Part of the Lecture Notes in Computer Science book series (LNIP,volume 12829)


In information geometry, generalized exponential families and statistical manifolds with curvature are under active investigation in recent years. In this paper we consider the statistical manifold induced by a logarithmic \(L^{(\alpha )}\)-divergence which generalizes the Bregman divergence. It is known that such a manifold is dually projectively flat with constant negative sectional curvature, and is closely related to the \(\mathcal {F}^{(\alpha )}\)-family, a generalized exponential family introduced by the second author [16]. Our main result constructs a dual foliation of the statistical manifold, i.e., an orthogonal decomposition consisting of primal and dual autoparallel submanifolds.
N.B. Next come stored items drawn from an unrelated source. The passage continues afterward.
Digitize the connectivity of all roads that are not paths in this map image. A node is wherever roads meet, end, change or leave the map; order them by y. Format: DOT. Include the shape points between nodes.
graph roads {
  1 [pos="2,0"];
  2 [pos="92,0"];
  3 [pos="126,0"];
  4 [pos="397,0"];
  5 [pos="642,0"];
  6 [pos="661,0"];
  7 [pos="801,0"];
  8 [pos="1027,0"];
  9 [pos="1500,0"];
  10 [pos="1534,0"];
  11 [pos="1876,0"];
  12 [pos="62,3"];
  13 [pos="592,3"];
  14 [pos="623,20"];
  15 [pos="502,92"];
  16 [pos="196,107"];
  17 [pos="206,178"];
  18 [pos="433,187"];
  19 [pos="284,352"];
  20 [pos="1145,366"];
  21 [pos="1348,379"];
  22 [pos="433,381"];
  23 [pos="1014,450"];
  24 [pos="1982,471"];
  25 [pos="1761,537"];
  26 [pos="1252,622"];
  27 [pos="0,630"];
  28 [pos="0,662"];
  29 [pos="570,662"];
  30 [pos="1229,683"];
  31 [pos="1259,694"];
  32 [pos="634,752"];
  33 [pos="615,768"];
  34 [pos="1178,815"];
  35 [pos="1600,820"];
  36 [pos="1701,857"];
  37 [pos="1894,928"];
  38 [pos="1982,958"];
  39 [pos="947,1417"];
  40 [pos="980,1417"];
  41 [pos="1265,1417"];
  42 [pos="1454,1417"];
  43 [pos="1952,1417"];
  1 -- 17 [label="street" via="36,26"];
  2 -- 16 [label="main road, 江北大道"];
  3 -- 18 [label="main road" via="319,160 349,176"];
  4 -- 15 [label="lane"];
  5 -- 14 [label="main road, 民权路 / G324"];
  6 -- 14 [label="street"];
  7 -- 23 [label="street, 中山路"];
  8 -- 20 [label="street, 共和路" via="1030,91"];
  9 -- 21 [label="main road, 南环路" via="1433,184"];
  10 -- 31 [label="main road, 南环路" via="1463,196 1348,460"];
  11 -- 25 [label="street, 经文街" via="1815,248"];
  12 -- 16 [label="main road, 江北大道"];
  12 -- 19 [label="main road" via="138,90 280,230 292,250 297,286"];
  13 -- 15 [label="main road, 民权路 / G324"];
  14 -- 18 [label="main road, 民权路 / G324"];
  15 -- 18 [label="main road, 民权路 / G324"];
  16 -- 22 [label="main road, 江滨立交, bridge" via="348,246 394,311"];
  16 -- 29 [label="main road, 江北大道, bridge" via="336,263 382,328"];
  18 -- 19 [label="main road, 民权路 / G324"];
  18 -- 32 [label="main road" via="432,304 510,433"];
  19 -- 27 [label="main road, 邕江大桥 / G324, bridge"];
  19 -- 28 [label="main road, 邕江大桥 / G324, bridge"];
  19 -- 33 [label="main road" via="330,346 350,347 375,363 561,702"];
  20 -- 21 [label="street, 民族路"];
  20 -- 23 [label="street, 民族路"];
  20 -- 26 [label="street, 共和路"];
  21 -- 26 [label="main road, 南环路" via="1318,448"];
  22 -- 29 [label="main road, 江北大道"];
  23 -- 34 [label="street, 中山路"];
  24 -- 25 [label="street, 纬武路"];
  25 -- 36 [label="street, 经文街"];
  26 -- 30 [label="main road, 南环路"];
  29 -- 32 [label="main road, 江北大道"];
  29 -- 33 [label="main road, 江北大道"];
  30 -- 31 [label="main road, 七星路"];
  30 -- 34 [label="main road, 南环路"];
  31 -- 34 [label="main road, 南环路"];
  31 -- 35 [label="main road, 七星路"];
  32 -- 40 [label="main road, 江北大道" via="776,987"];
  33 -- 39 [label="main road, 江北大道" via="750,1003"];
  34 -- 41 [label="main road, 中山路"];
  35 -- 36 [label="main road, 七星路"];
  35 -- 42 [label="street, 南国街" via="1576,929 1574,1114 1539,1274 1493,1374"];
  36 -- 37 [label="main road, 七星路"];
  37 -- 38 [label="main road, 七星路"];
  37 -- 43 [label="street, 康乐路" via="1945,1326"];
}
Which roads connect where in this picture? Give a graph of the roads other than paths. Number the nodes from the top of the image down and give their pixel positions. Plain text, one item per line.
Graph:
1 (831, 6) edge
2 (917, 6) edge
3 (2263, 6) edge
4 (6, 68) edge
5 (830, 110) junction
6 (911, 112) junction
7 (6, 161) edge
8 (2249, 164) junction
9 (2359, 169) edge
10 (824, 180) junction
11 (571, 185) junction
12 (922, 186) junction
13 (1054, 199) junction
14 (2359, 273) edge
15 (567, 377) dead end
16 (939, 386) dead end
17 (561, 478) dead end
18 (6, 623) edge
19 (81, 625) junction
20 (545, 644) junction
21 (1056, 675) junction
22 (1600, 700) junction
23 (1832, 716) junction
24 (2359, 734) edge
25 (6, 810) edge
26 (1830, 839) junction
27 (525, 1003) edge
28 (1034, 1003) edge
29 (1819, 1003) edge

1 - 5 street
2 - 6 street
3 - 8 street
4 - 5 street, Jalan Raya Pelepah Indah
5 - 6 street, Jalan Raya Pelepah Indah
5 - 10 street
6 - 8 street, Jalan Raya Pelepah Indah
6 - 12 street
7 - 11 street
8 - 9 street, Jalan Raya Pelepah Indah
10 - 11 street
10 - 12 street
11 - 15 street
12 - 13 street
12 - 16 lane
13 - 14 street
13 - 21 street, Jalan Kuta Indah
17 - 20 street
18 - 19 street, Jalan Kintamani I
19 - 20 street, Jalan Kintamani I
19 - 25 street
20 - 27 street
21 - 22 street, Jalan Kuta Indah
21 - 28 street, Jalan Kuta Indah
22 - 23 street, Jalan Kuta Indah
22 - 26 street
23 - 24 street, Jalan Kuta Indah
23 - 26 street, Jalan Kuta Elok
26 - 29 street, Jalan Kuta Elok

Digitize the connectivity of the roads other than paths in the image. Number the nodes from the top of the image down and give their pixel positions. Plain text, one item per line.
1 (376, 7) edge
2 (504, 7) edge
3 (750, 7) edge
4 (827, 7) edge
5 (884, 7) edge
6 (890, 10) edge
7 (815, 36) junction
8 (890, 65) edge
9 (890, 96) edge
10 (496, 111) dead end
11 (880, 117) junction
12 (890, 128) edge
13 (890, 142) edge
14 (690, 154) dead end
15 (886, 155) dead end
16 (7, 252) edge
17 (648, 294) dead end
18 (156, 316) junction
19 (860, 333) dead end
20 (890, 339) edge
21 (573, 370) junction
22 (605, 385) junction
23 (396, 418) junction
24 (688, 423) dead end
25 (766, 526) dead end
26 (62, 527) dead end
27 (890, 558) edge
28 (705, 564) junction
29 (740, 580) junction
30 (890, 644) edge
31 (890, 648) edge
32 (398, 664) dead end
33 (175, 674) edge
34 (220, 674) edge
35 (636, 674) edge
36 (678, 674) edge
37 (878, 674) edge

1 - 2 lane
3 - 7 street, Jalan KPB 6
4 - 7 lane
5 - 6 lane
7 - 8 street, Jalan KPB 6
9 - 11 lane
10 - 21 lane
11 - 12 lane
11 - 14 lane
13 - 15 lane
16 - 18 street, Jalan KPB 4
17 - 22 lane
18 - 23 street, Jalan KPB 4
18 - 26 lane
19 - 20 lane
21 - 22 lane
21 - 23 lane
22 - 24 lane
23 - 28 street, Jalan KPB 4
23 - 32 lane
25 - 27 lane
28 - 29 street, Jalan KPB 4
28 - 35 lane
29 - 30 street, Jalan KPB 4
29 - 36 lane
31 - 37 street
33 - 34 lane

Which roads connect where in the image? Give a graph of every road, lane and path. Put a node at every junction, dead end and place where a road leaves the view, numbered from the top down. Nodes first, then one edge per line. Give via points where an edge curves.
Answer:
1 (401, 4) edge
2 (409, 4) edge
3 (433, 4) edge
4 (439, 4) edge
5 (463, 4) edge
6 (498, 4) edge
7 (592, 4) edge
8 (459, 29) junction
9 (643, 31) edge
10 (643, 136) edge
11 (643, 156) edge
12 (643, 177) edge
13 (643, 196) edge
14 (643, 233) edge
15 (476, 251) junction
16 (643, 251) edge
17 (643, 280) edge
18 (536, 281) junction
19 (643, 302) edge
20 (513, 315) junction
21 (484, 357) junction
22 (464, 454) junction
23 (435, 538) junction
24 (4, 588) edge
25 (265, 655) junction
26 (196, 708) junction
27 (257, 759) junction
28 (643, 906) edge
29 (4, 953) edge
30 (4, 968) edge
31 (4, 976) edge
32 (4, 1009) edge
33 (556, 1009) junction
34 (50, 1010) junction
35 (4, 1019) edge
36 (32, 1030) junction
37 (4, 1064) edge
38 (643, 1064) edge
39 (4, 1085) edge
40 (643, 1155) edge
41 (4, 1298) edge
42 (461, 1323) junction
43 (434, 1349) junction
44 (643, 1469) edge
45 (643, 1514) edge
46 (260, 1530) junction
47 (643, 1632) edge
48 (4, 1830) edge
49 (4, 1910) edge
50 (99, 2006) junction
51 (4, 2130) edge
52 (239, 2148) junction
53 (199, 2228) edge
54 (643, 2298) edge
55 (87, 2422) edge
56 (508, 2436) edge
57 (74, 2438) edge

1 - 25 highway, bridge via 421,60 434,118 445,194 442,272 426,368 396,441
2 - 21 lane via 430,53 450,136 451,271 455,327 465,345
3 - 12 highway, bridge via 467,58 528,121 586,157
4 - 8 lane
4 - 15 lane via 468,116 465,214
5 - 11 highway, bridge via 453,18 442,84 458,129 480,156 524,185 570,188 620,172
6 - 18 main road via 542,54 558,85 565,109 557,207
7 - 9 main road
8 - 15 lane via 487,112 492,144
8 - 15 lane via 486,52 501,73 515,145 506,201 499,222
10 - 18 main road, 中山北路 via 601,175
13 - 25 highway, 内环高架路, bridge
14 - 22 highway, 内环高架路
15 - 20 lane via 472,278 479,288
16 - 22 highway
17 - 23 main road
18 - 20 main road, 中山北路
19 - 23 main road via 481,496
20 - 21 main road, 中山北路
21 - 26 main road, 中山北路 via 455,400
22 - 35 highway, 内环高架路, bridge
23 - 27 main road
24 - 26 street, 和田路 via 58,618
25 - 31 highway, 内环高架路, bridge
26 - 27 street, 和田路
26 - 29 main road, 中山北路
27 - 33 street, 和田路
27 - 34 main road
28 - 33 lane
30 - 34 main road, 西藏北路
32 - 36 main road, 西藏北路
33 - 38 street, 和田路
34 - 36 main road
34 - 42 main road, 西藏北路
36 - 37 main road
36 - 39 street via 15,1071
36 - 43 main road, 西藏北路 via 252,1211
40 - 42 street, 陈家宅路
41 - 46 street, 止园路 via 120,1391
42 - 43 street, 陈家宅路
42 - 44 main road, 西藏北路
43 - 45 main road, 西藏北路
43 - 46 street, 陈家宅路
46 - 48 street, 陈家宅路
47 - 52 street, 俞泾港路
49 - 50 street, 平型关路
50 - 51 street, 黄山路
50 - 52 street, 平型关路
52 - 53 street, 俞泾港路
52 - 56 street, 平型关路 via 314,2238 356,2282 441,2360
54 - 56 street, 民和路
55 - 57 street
This decomposition, which can be naturally interpreted in terms of primal and dual projections with respect to the logarithmic divergence, extends the dual foliation of a dually flat manifold studied by Amari [1]. As an application, we formulate a new \(L^{(\alpha )}\)-PCA problem which generalizes the exponential family PCA [5].


  • Logarithmic divergence
  • Generalized exponential family
  • Dual foliation
  • Projection
  • Principal component analysis

This research is supported by NSERC Discovery Grant RGPIN-2019-04419 and a Connaught New Researcher Award.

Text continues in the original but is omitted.